In a new study, researchers at the University of Oregon’s Phil and Penny Knight Campus for Accelerating Scientific Impact used start codon disruption with CRISPR-Cas9 gene editing to prevent Fuchs’ corneal dystrophy in mice. It is the first demonstrated use of the technique, called start codon disruption, to treat a genetic disorder in post-mitotic tissue, and has potential to revolutionize treatment of Fuchs’ dystrophy by replacing the need for corneal transplant. It could also lead to new treatments for other genetic diseases, even disorders affecting non-reproducing cells.
The new paper, “Start codon disruption with CRISPR/Cas9 prevents murine Fuchs’ endothelial corneal dystrophy,” was led by Knight Campus research professor Balamurali Ambati and published in the journal eLife.
The paper details the results of an 8-year study that addresses a disease affecting roughly one in 2,000 people globally. Fuchs’ corneal dystrophy causes corneal endothelial cells to die off, causing swelling that can lead to decreased vision, pain, visual impairment and blindness.
“There’s lots of people working on trying to keep these cells from dying but the challenge, ultimately, is that these are post-mitotic cells—you are born with the cells that you’re going to have and when they start dying off that becomes a problem,” Ambati said.
Currently the only treatment for Fuchs’ dystrophy is corneal transplant, a major surgery with associated risks and numerous potential complications, such as infection, rejection and glaucoma. The disease is the leading cause of corneal transplant in the U.S., and although corneal tissue is readily available in this country., it is in short supply throughout much of the world.
Investigators focused on an early-onset subset of the disease that typically strikes patients in their late 30s or early 40s. They zeroed in on a single-point mutation in a collagen protein known as COL8A2, or collagen type VIII alpha 2 chain.
“What was previously demonstrated was that if you knock out this gene (COL8A2), the corneas are fine,” Ambati said. “It’s specifically this mutant form of this protein that’s causing the problem.”
Researchers sought to test whether knockdown of the protein could offer a new therapeutic strategy for the disease. They turned to CRISPR-Cas9 gene editing to target the pathogenic protein in adult mutant mice, but faced the challenge of using the technology on post-mitotic cells.
“With a post-mitotic cell, it’s very difficult or impossible to induce homologous recombination. Therefore, we have to think of other ways to accomplish our goal.” said Hironori Uehara, a researcher in Ambati’s lab and a lead author on the paper.
Uehara developed an innovative means of blocking the expression of the COL8A2 gene by targeting its start codon. The start codon is the initiation site of protein synthesis. Disruption of the start codon can result in termination of the protein expression. Targeting other sites can also terminate the protein expression by frame shift, but it may induce other unwanted protein expression. The farther one targets downstream from the start codon, the greater the risk of missense mutations that result in viable mutant proteins with unknown activity.
“We determined that we could disrupt the start codon and thereby knock down that protein expression selectively by delivering that gene therapy just to the cornea,” Ambati said.

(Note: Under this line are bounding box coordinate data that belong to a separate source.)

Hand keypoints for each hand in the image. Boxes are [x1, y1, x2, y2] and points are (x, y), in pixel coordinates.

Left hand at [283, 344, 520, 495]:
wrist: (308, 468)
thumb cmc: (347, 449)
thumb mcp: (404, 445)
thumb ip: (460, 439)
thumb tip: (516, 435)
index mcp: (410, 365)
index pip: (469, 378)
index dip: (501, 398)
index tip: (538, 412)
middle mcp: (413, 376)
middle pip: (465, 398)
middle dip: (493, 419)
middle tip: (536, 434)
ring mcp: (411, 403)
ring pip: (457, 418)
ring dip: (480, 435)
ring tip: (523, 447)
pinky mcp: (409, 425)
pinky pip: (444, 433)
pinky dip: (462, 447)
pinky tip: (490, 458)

The research team delivered the treatment via adenovirus encoding SpCas9 and guide RNA by injection into the anterior chamber of the mouse eye, which directly faces the corneal endothelial cells. In studies examining the safety of the treatment, they determined that the surrounding tissues were not affected by the gene therapy. They studied other off-target genes to make sure they had not been affected and determined the maximum tolerated dose was safe for the retina, iris and other parts of the eye.

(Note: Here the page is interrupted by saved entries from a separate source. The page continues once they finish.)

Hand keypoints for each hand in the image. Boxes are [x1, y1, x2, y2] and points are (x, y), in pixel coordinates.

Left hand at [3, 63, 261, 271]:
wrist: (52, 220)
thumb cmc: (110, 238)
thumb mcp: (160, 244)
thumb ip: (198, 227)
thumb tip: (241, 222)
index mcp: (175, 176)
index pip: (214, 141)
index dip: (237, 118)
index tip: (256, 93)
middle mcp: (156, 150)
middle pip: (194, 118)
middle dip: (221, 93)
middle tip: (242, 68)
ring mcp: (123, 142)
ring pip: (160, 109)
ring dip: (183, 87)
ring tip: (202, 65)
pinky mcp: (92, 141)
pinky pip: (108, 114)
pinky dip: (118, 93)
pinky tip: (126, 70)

The research team showed they could not only preserve the density and structure of the endothelial cells in the cornea, but also that they could rescue their function. During functional rescue tests in which swelling was induced, they made some surprising secondary discoveries about the cornea. Applying water to the cornea did not induce swelling as researchers expected. Instead, they determined that swelling was induced by ingress of aqueous humor into the cornea through the corneal endothelium (the back side of the cornea), and hence that hyperosmolar solution challenge on the surface of the cornea after epithelial removal resulted in the most corneal swelling.

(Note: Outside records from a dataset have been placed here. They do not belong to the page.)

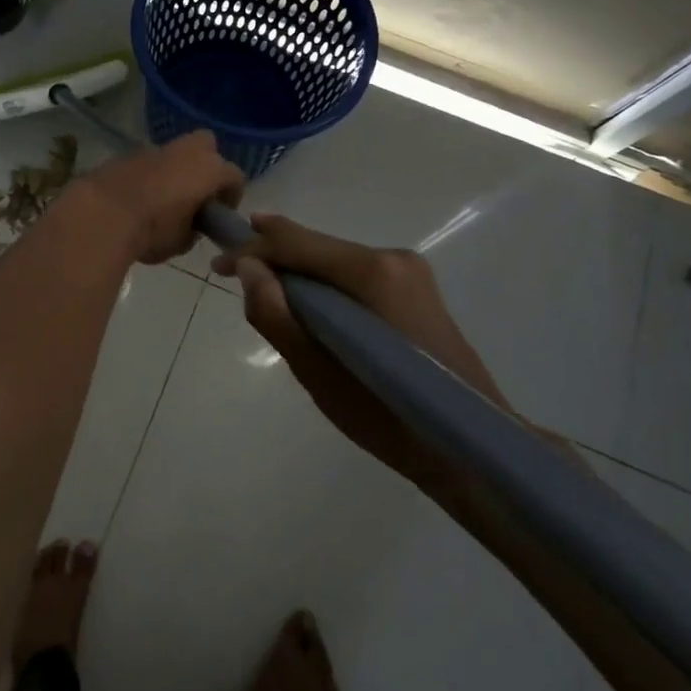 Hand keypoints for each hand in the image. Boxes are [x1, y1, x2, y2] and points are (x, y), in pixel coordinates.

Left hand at [69, 131, 244, 264]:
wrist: (100, 215)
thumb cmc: (152, 230)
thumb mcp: (181, 242)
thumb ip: (193, 229)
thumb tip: (190, 225)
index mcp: (208, 169)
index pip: (234, 176)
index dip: (231, 196)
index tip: (220, 214)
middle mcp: (184, 151)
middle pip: (207, 145)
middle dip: (206, 165)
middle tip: (196, 194)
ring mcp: (152, 149)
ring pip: (173, 153)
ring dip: (173, 171)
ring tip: (161, 200)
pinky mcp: (125, 154)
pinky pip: (147, 162)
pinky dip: (147, 175)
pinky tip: (137, 198)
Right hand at [213, 214, 513, 501]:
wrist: (472, 447)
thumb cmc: (388, 416)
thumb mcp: (317, 372)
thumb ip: (276, 314)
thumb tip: (247, 268)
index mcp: (372, 272)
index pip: (297, 242)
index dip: (252, 247)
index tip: (217, 264)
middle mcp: (393, 258)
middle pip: (317, 248)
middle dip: (274, 259)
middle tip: (235, 277)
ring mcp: (409, 272)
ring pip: (334, 262)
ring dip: (299, 275)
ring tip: (268, 297)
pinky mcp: (416, 290)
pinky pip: (354, 277)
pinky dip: (325, 288)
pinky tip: (311, 310)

The research team used mice bred by Dr. Albert Jun at Wilmer Eye Institute at Johns Hopkins University, in Baltimore, MD, with a mutation identical to the one responsible for Fuchs’ dystrophy in humans. Jun was a contributing author on the paper.
The study lays the groundwork for future research examining the viability of using COL8A2 gene knockdown as a therapeutic for Fuchs’ dystrophy in animals, non-human primates and eventually in clinical testing involving humans. Reducing the need for corneal transplants for Fuchs’ dystrophy patients could indirectly help other patients in need of corneal tissue, Ambati said. Future studies could also explore the impact of Cas9-mediated gene knockdown to target other genetic disorders in post-mitotic cells with a single-point mutation, including neurologic diseases, immune diseases and certain disorders affecting the joints.
“It’s potentially expanding the therapeutic target pool for CRISPR-Cas system to tissues that are not capable of cell division,” Ambati said.